Screening tests for detection of chlamydia include those processed in laboratories and those designed to be used at the point of care. Point of care tests can yield results at the time of the initial patient visit, but most available lab-processed tests offer greater sensitivity. In clinics where a high proportion of patients do not return for treatment after positive test results, however, less-sensitive rapid tests could lead to the treatment of more patients and be more cost-effective.4

Sensitivity for such tests is 52-85% for endocervical swabs and 65-85% for male urethral swabs, with specificities of approximately 95%.5,6 Use of such tests may not be indicated in low-prevalence populations or for asymptomatic individuals due to their lower predictive value.7

Research may yet yield a fast, sensitive test, says Schachter.

"If the test were specific enough, if it didn’t give false positives, you could use it in a triage approach: Give people that test in the clinic, and if they are positive, treat them," he says. "If they are not and you are worried, give a more sensitive test like a nucleic acid amplification test."


1. Hook EW 3rd, Spitters C, Reichart CA, et al. Use of cell culture and a rapid diagnostic assay for Chlamydia trachomatis screening. JAMA 1994; 272:867-870.

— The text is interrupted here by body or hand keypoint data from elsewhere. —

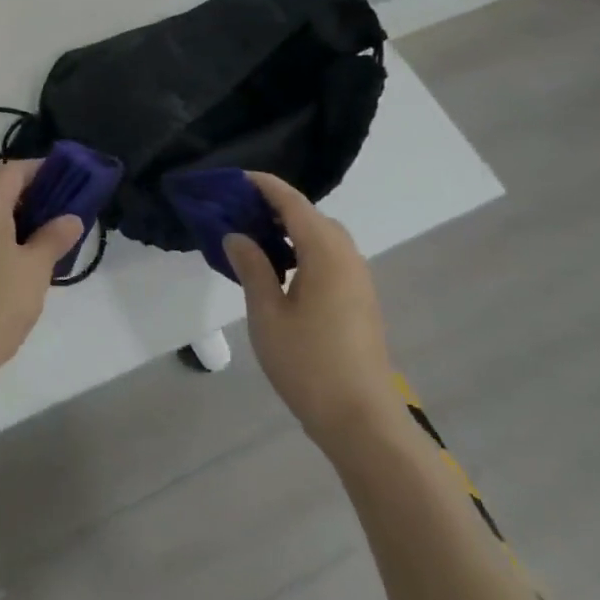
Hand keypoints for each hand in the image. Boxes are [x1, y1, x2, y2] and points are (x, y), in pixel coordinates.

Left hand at [0, 161, 81, 387]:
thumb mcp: (35, 270)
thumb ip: (54, 237)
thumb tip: (70, 217)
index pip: (15, 169)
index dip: (44, 171)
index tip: (70, 185)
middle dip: (25, 187)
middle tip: (55, 207)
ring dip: (8, 207)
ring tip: (40, 232)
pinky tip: (14, 254)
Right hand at [226, 172, 396, 441]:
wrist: (363, 421)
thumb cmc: (309, 364)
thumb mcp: (267, 314)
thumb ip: (253, 268)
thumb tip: (237, 235)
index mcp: (326, 252)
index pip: (293, 203)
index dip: (265, 186)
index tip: (236, 178)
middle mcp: (348, 257)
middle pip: (312, 216)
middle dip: (277, 206)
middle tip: (239, 210)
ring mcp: (358, 280)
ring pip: (323, 237)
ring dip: (292, 229)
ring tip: (255, 238)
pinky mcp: (360, 301)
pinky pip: (330, 257)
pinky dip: (304, 250)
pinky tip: (281, 271)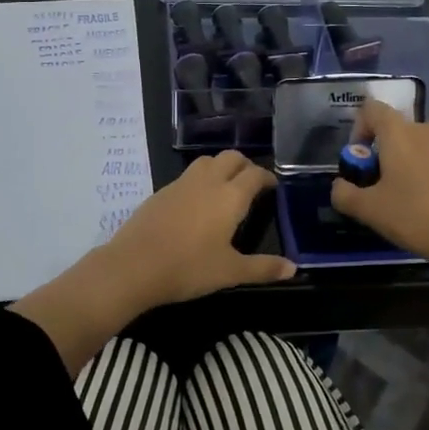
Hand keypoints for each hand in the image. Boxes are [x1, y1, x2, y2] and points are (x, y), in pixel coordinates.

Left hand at [12, 151, 294, 372]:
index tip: (272, 187)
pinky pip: (187, 176)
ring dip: (220, 167)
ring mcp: (181, 184)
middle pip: (230, 158)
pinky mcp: (161, 192)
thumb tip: (294, 268)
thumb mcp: (230, 272)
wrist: (134, 265)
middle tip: (251, 183)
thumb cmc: (189, 268)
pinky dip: (199, 180)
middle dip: (244, 165)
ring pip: (206, 161)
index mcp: (230, 196)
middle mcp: (207, 182)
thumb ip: (263, 268)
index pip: (254, 174)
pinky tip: (196, 203)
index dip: (267, 177)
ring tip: (225, 188)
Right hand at [330, 99, 428, 272]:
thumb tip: (339, 185)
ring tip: (419, 196)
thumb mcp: (369, 211)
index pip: (372, 109)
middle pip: (401, 130)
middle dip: (390, 151)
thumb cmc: (416, 218)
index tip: (361, 157)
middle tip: (387, 185)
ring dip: (418, 162)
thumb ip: (344, 194)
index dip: (361, 127)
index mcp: (399, 134)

2. Centers for Disease Control and Prevention. Chlamydia. December 2003. Accessed at:

3. Reaney P. New rapid test developed to detect chlamydia. Dec. 16, 2003. Accessed at:

4. Gift TL, Pate MS, Hook EW 3rd, et al. The rapid test paradox: When fewer cases detected lead to more cases treated: A decision analysis of tests for Chlamydia trachomatis. Sex Transm Dis 1999; 26:232-240.

5. Black CM. Current methods of laboratory diagnosis of Chlamydia trachomatis infections. Clin Microbiol Rev 1997; 10:160-184.

6. Thomas BJ, MacLeod EJ, Taylor-Robinson D. Evaluation of sensitivity of 10 diagnostic assays for Chlamydia trachomatis by use of a simple laboratory procedure. J Clin Pathol 1993; 46:912-914.

7. STD Control Branch, California Department of Health Services. Evaluation of Diagnostic Tests for Detection of Genitourinary Chlamydia Infections. San Francisco; March 2001.